- _Your assignment_
Leaving the pictures aside, restate all of the data exactly.

[Collected data entries]
^^^^

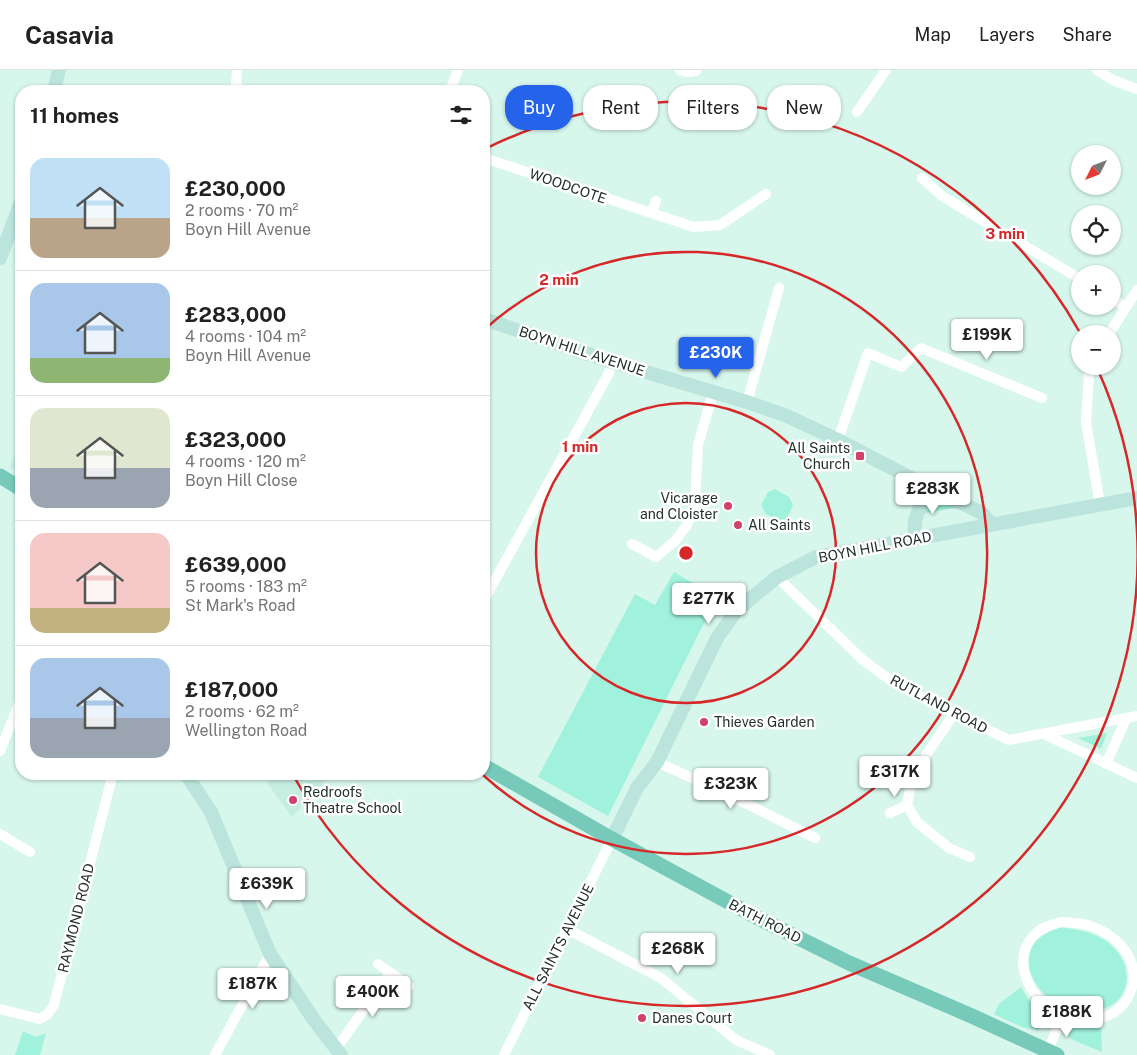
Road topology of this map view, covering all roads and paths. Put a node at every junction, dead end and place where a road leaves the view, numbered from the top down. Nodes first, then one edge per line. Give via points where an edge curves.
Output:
1 (59, 70) edge
2 (237, 70) edge
3 (458, 70) edge
4 (680, 70) edge
5 (886, 70) edge
6 (1097, 70) edge
7 (696, 71) edge
8 (55, 85) edge
9 (238, 85) edge
10 (452, 85) edge
11 (1137, 89) edge
12 (857, 112) dead end
13 (490, 160) edge
14 (922, 178) dead end
15 (766, 194) dead end
16 (656, 201) dead end
17 (652, 213) junction
18 (15, 218) edge
19 (0, 258) edge
20 (1071, 274) edge
21 (779, 288) dead end
22 (1137, 290) edge
23 (1121, 304) edge
24 (1126, 307) junction
25 (490, 321) edge
26 (1115, 325) edge
27 (612, 362) junction
28 (1089, 375) edge
29 (713, 393) junction
30 (1042, 398) dead end
31 (748, 402) junction
32 (838, 440) junction
33 (0, 476) edge
34 (15, 485) edge
35 (928, 487) junction
36 (1137, 498) edge
37 (1100, 505) junction
38 (991, 524) junction
39 (914, 538) junction
40 (632, 544) dead end
41 (777, 577) junction
42 (490, 589) edge
43 (15, 714) edge
44 (954, 714) junction
45 (1132, 717) edge
46 (1044, 734) junction
47 (0, 751) edge
48 (656, 762) junction
49 (1106, 764) junction
50 (490, 769) edge
51 (1137, 778) edge
52 (111, 780) edge
53 (190, 780) edge
54 (907, 805) junction
55 (890, 813) dead end
56 (0, 834) edge
57 (815, 838) dead end
58 (612, 839) junction
59 (30, 852) dead end
60 (970, 857) dead end
61 (567, 929) junction
62 (270, 954) junction
63 (378, 964) dead end
64 (390, 973) junction
65 (409, 986) dead end
66 (0, 1009) edge
67 (1062, 1015) junction
68 (339, 1052) edge
69 (1052, 1053) edge
70 (215, 1055) edge
71 (504, 1055) edge
72 (770, 1055) edge

1 - 8 street
2 - 9 street
3 - 10 street
4 - 7 street
5 - 12 street
6 - 11 street
13 - 17 street, WOODCOTE
14 - 20 street via 942,196
15 - 17 street, WOODCOTE via 720,225 694,227
16 - 17 street
18 - 19 street
21 - 31 street
22 - 24 street
23 - 24 street
24 - 26 street
25 - 27 street, BOYN HILL AVENUE
27 - 29 street, BOYN HILL AVENUE
27 - 42 street via 609,373
28 - 37 street via 1086,422
29 - 31 street, BOYN HILL AVENUE
29 - 40 street via 698,444 695,505 687,524 675,541 656,558
30 - 32 street via 921,348 901,367 868,353
31 - 32 street, BOYN HILL AVENUE
32 - 35 street, BOYN HILL AVENUE
33 - 34 main road
35 - 38 street, BOYN HILL AVENUE via 982,512
35 - 39 street via 915,520
36 - 37 street, BOYN HILL ROAD
37 - 38 street, BOYN HILL ROAD
38 - 39 street, BOYN HILL ROAD
39 - 41 street, BOYN HILL ROAD via 816,557
41 - 44 street, RUTLAND ROAD via 863,660 897,684
41 - 48 street, BOYN HILL ROAD via 737,610 717,638
43 - 47 street
44 - 46 street, RUTLAND ROAD via 1009,740
44 - 54 street via 911,783
45 - 46 street, RUTLAND ROAD
45 - 49 street
46 - 49 street
48 - 57 street
48 - 58 street, BOYN HILL ROAD via 637,788
49 - 51 street
50 - 58 main road, BATH ROAD
52 - 66 street, RAYMOND ROAD via 54,1005 47,1015 39,1019
53 - 62 street via 211,812
54 - 55 street
54 - 60 street via 917,822 949,848
56 - 59 street
58 - 61 street, ALL SAINTS AVENUE
58 - 69 main road, BATH ROAD via 849,963
61 - 71 street, ALL SAINTS AVENUE
61 - 72 street via 661,978 736,1040
62 - 68 street
62 - 70 street
63 - 64 street
64 - 65 street
64 - 68 street
67 - 67 street via 1089,1019 1112,1014 1130,995 1133,963 1126,950 1102,932 1088,926 1061,922 1041,930 1030,939 1025,949 1023,969 1029,985 1048,1007
67 - 69 street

^^^^

- _Answer area_
Road topology of this map view, covering all roads and paths. Put a node at every junction, dead end and place where a road leaves the view, numbered from the top down. Nodes first, then one edge per line. Give via points where an edge curves.
Output:
1 (59, 70) edge
2 (237, 70) edge
3 (458, 70) edge
4 (680, 70) edge
5 (886, 70) edge
6 (1097, 70) edge
7 (696, 71) edge
8 (55, 85) edge
9 (238, 85) edge
10 (452, 85) edge
11 (1137, 89) edge
12 (857, 112) dead end
13 (490, 160) edge
14 (922, 178) dead end
15 (766, 194) dead end
16 (656, 201) dead end
17 (652, 213) junction
18 (15, 218) edge
19 (0, 258) edge
20 (1071, 274) edge
21 (779, 288) dead end
22 (1137, 290) edge
23 (1121, 304) edge
24 (1126, 307) junction
25 (490, 321) edge
26 (1115, 325) edge
27 (612, 362) junction
28 (1089, 375) edge
29 (713, 393) junction
30 (1042, 398) dead end
31 (748, 402) junction
32 (838, 440) junction
33 (0, 476) edge
34 (15, 485) edge
35 (928, 487) junction
36 (1137, 498) edge
37 (1100, 505) junction
38 (991, 524) junction
39 (914, 538) junction
40 (632, 544) dead end
41 (777, 577) junction
42 (490, 589) edge
43 (15, 714) edge
44 (954, 714) junction
45 (1132, 717) edge
46 (1044, 734) junction
47 (0, 751) edge
48 (656, 762) junction
49 (1106, 764) junction
50 (490, 769) edge
51 (1137, 778) edge
52 (111, 780) edge
53 (190, 780) edge
54 (907, 805) junction
55 (890, 813) dead end
56 (0, 834) edge
57 (815, 838) dead end
58 (612, 839) junction
59 (30, 852) dead end
60 (970, 857) dead end
61 (567, 929) junction
62 (270, 954) junction
63 (378, 964) dead end
64 (390, 973) junction
65 (409, 986) dead end
66 (0, 1009) edge
67 (1062, 1015) junction
68 (339, 1052) edge
69 (1052, 1053) edge
70 (215, 1055) edge
71 (504, 1055) edge
72 (770, 1055) edge

1 - 8 street
2 - 9 street
3 - 10 street
4 - 7 street
5 - 12 street
6 - 11 street
13 - 17 street, WOODCOTE
14 - 20 street via 942,196
15 - 17 street, WOODCOTE via 720,225 694,227
16 - 17 street
18 - 19 street
21 - 31 street
22 - 24 street
23 - 24 street
24 - 26 street
25 - 27 street, BOYN HILL AVENUE
27 - 29 street, BOYN HILL AVENUE
27 - 42 street via 609,373
28 - 37 street via 1086,422
29 - 31 street, BOYN HILL AVENUE
29 - 40 street via 698,444 695,505 687,524 675,541 656,558
30 - 32 street via 921,348 901,367 868,353
31 - 32 street, BOYN HILL AVENUE
32 - 35 street, BOYN HILL AVENUE
33 - 34 main road
35 - 38 street, BOYN HILL AVENUE via 982,512
35 - 39 street via 915,520
36 - 37 street, BOYN HILL ROAD
37 - 38 street, BOYN HILL ROAD
38 - 39 street, BOYN HILL ROAD
39 - 41 street, BOYN HILL ROAD via 816,557
41 - 44 street, RUTLAND ROAD via 863,660 897,684
41 - 48 street, BOYN HILL ROAD via 737,610 717,638
43 - 47 street
44 - 46 street, RUTLAND ROAD via 1009,740
44 - 54 street via 911,783
45 - 46 street, RUTLAND ROAD
45 - 49 street
46 - 49 street
48 - 57 street
48 - 58 street, BOYN HILL ROAD via 637,788
49 - 51 street
50 - 58 main road, BATH ROAD
52 - 66 street, RAYMOND ROAD via 54,1005 47,1015 39,1019
53 - 62 street via 211,812
54 - 55 street
54 - 60 street via 917,822 949,848
56 - 59 street
58 - 61 street, ALL SAINTS AVENUE
58 - 69 main road, BATH ROAD via 849,963
61 - 71 street, ALL SAINTS AVENUE
61 - 72 street via 661,978 736,1040
62 - 68 street
62 - 70 street
63 - 64 street
64 - 65 street
64 - 68 street
67 - 67 street via 1089,1019 1112,1014 1130,995 1133,963 1126,950 1102,932 1088,926 1061,922 1041,930 1030,939 1025,949 1023,969 1029,985 1048,1007
67 - 69 street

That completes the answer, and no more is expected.